Customers beat a path to Coventry Building Society's doors as high street banks close theirs
Pre-tax profits have surged by almost £140 million at Coventry Building Society during a financial year in the face of "unprecedented" economic conditions as customers seek out a friendly face to talk to.
The mutual reported profits of £370.5 million, up from £232.8 million in 2021, for the year to December 31.
The building society said 'consumer demand for the human touch' was driving business to its doors as high street banks continued to close theirs.
Last year Coventry Building Society completed a £33 million investment in its branches. The Society’s members visited its newly designed branch network 2.4 million times in 2022, an annual increase of more than 160,000.
The Society also opened a new state-of-the-art office in April to base its savings contact centre. These teams not only answered 743,000 phone calls during the year, but also spoke to members for around 30 per cent longer each time as rising interest rates led to savers needing more complex conversations about their money.
The Society’s focus on mortgage customers saw more than 270,000 conversations held with mortgage brokers over the phone or on web chat, to help them support borrowers navigating a challenging and volatile market. Mortgage balances grew by £1.4 billion – three per cent - to £48 billion over the year
Chief Executive Steve Hughes said: “Our strong performance last year was built on the high levels of customer and broker service, in person, online and on the phone. In a year with many challenging moments, our people and our mutual business model continued to deliver the consistent value and outstanding customer experience that our members expect.
“We’ve made significant investment in our digital infrastructure, and we will introduce our app, as well as further online developments, during this year. But the need for a human touch, whether face-to-face or over the phone, is still very strong. This is evidenced by the millions of individual conversations our brilliant colleagues have held with our members throughout the year.
“Our multi-million pound investment in our branch network was completed in September, giving us a warm and welcoming presence in some of the most popular shopping areas across our heartland.
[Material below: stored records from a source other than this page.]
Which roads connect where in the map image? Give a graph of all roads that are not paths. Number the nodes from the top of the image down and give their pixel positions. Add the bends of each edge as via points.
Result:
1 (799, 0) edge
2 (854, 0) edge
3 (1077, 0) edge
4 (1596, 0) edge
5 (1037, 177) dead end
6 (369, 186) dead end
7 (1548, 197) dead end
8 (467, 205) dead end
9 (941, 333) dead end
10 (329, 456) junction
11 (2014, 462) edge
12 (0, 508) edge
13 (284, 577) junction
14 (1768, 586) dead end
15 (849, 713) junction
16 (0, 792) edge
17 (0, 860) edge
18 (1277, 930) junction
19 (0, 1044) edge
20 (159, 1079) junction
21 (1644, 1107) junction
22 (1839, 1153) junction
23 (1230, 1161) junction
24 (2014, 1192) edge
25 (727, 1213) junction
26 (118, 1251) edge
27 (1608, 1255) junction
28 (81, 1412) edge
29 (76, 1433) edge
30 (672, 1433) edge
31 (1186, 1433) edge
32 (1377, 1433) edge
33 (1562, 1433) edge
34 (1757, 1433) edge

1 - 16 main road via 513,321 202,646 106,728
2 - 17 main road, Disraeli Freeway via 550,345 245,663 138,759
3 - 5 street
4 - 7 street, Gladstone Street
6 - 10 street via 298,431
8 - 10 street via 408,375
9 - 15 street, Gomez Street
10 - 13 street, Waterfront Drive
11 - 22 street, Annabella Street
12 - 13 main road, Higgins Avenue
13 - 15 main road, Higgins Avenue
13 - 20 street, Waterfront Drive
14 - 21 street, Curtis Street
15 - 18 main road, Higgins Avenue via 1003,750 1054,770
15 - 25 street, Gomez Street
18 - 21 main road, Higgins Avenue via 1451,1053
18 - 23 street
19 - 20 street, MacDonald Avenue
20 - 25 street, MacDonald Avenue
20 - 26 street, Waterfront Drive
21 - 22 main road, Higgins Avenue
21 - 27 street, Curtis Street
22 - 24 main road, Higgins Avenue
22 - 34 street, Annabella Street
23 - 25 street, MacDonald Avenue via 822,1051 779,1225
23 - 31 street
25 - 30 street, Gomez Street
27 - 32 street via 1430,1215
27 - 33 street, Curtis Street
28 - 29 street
Our branches are a real positive for us and a hub for the communities we serve and continue to be well-used by so many of our members.
“At times during the year, the number of calls and the length of conversations we were having with members put us under real pressure. We invested in our telephony services, introducing new technology to manage calls more efficiently, as well as growing our service teams and equipping them with the skills to support these more complex calls. We have high standards and I want to thank our members for their patience as we adapted to the new environment.
“Our support for communities is part of who we are, and it was a proud moment for every member and colleague when we announced an additional £1m donation for charities and community groups to help ease the cost-of-living crisis for many of those who are struggling. This is in addition to our normal community investment through the year and thousands of hours of time our colleagues volunteered to help make a difference in our local communities up and down the country.
“This successful year would not have been possible without the hard work, commitment and support of our colleagues. We’re proud to be named as one of the UK’s Great Places to Work with further awards for wellbeing and as a workplace for women. Having an excellent workplace culture gives colleagues the best environment to develop and deliver the best outcomes for our members, our communities and each other.”